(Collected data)

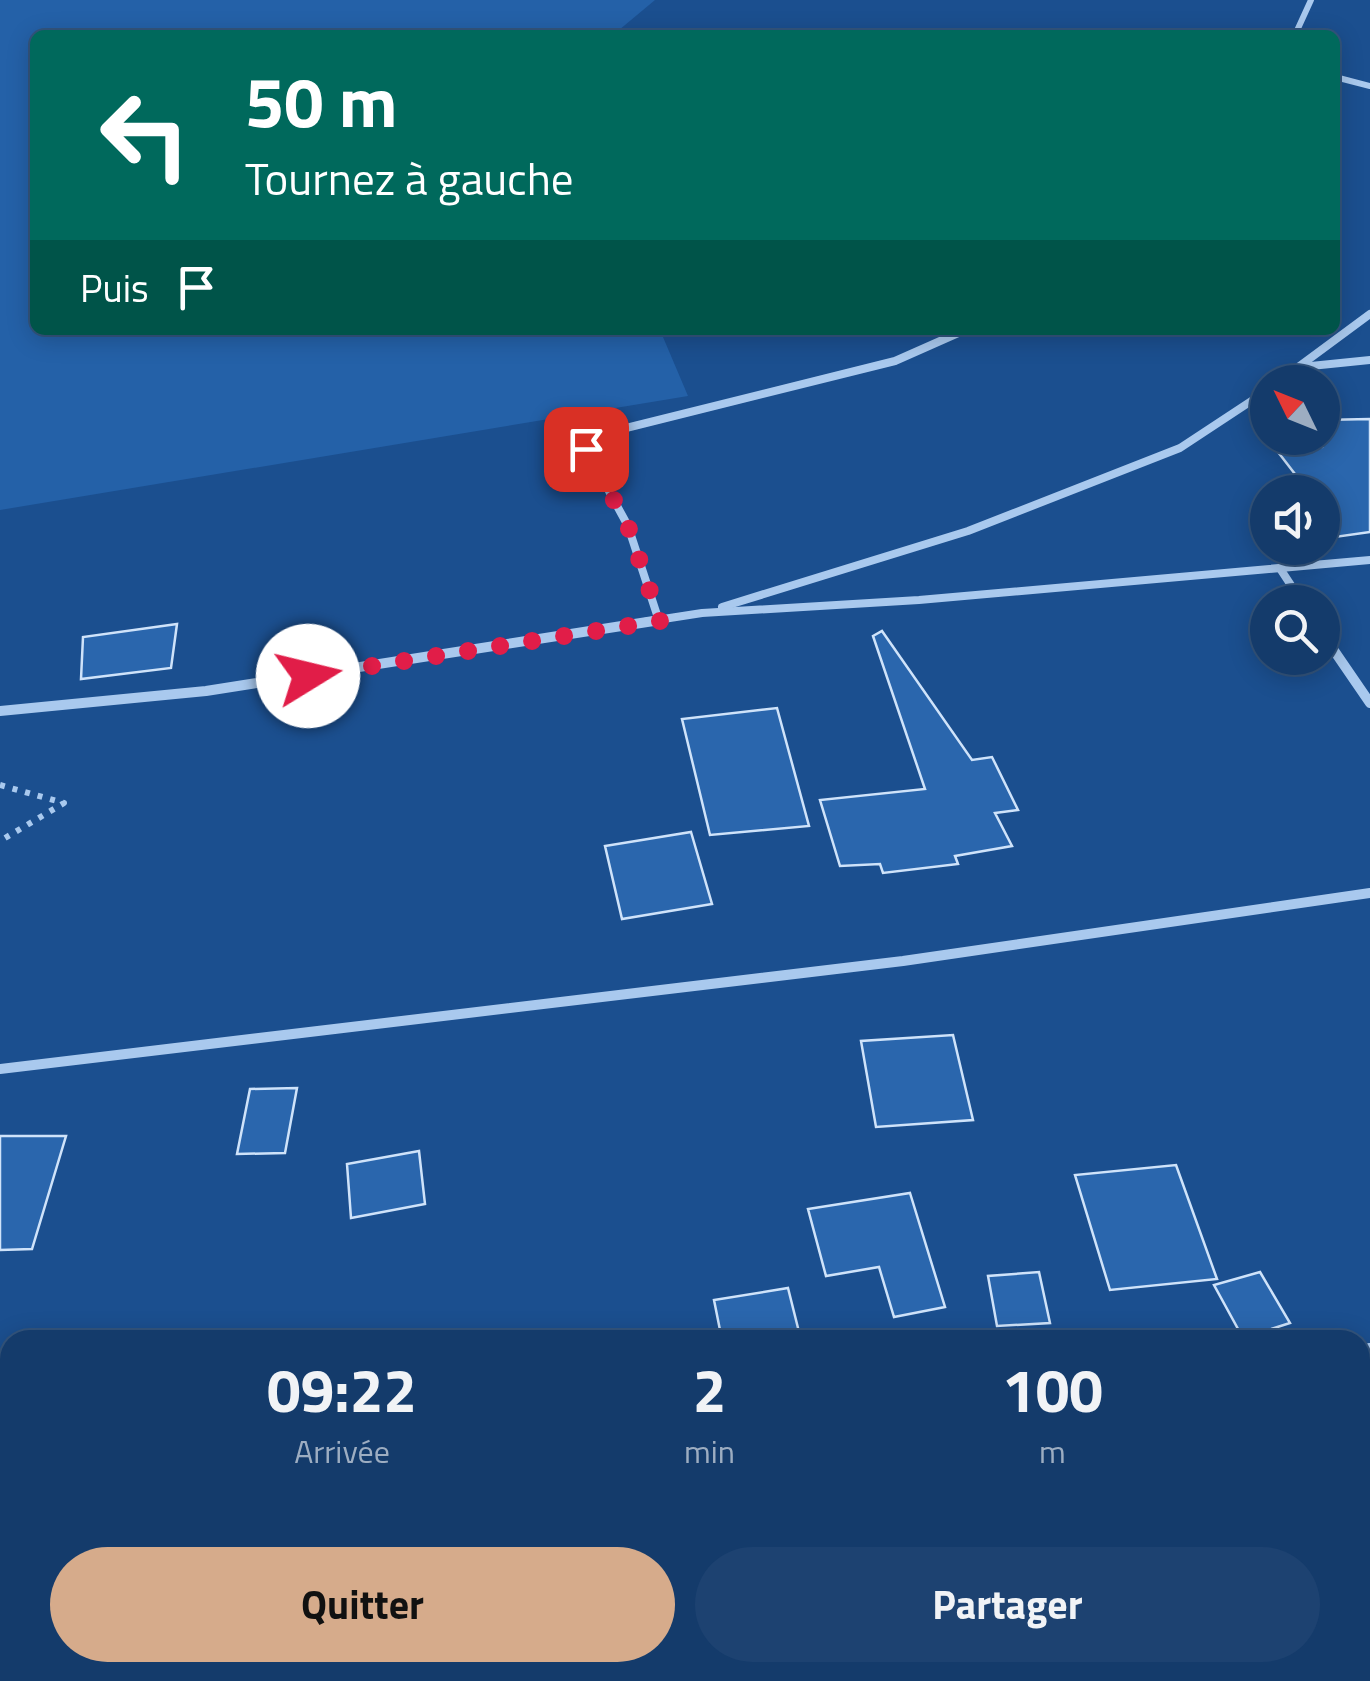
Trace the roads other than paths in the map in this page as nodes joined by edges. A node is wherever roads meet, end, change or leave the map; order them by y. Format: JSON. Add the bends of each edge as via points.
{"nodes":[{"id":1,"x":1312,"y":0,"type":"edge"},
{"id":2,"x":1297,"y":30,"type":"edge"},
{"id":3,"x":1340,"y":78,"type":"edge"},
{"id":4,"x":1370,"y":86,"type":"edge"},
{"id":5,"x":1370,"y":314,"type":"edge"},
{"id":6,"x":954,"y":335,"type":"edge"},
{"id":7,"x":1370,"y":360,"type":"edge"},
{"id":8,"x":1303,"y":365,"type":"edge"},
{"id":9,"x":1320,"y":365,"type":"edge"},
{"id":10,"x":1250,"y":402,"type":"edge"},
{"id":11,"x":1370,"y":560,"type":"edge"},
{"id":12,"x":1280,"y":570,"type":"junction"},
{"id":13,"x":1290,"y":585,"type":"edge"},
{"id":14,"x":702,"y":613,"type":"junction"},
{"id":15,"x":660,"y":621,"type":"junction"},
{"id":16,"x":1340,"y":659,"type":"edge"},
{"id":17,"x":1370,"y":703,"type":"edge"},
{"id":18,"x":0,"y":711,"type":"edge"},
{"id":19,"x":1370,"y":893,"type":"edge"},
{"id":20,"x":0,"y":1069,"type":"edge"}],
"edges":[{"from":1,"to":2,"type":"street"},
{"from":3,"to":4,"type":"street"},
{"from":5,"to":8,"type":"street"},
{"from":6,"to":15,"type":"street","via":[[895,361],[586,442],[628,526]]},
{"from":7,"to":9,"type":"street"},
{"from":10,"to":14,"type":"street","via":[[1163,455],[968,531]]},
{"from":11,"to":12,"type":"street"},
{"from":12,"to":13,"type":"street"},
{"from":12,"to":14,"type":"street"},
{"from":14,"to":15,"type":"street"},
{"from":15,"to":18,"type":"street","via":[[206,691]]},
{"from":16,"to":17,"type":"street"},
{"from":19,"to":20,"type":"street","via":[[903,961]]}]}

§ Required action: Your task is to repeat the records exactly. Images do not belong in the copy.

§ Completed exercise:
Trace the roads other than paths in the map in this page as nodes joined by edges. A node is wherever roads meet, end, change or leave the map; order them by y. Format: JSON. Add the bends of each edge as via points.
{"nodes":[{"id":1,"x":1312,"y":0,"type":"edge"},
{"id":2,"x":1297,"y":30,"type":"edge"},
{"id":3,"x":1340,"y":78,"type":"edge"},
{"id":4,"x":1370,"y":86,"type":"edge"},
{"id":5,"x":1370,"y":314,"type":"edge"},
{"id":6,"x":954,"y":335,"type":"edge"},
{"id":7,"x":1370,"y":360,"type":"edge"},
{"id":8,"x":1303,"y":365,"type":"edge"},
{"id":9,"x":1320,"y":365,"type":"edge"},
{"id":10,"x":1250,"y":402,"type":"edge"},
{"id":11,"x":1370,"y":560,"type":"edge"},
{"id":12,"x":1280,"y":570,"type":"junction"},
{"id":13,"x":1290,"y":585,"type":"edge"},
{"id":14,"x":702,"y":613,"type":"junction"},
{"id":15,"x":660,"y":621,"type":"junction"},
{"id":16,"x":1340,"y":659,"type":"edge"},
{"id":17,"x":1370,"y":703,"type":"edge"},
{"id":18,"x":0,"y":711,"type":"edge"},
{"id":19,"x":1370,"y":893,"type":"edge"},
{"id":20,"x":0,"y":1069,"type":"edge"}],
"edges":[{"from":1,"to":2,"type":"street"},
{"from":3,"to":4,"type":"street"},
{"from":5,"to":8,"type":"street"},
{"from":6,"to":15,"type":"street","via":[[895,361],[586,442],[628,526]]},
{"from":7,"to":9,"type":"street"},
{"from":10,"to":14,"type":"street","via":[[1163,455],[968,531]]},
{"from":11,"to":12,"type":"street"},
{"from":12,"to":13,"type":"street"},
{"from":12,"to":14,"type":"street"},
{"from":14,"to":15,"type":"street"},
{"from":15,"to":18,"type":"street","via":[[206,691]]},
{"from":16,"to":17,"type":"street"},
{"from":19,"to":20,"type":"street","via":[[903,961]]}]}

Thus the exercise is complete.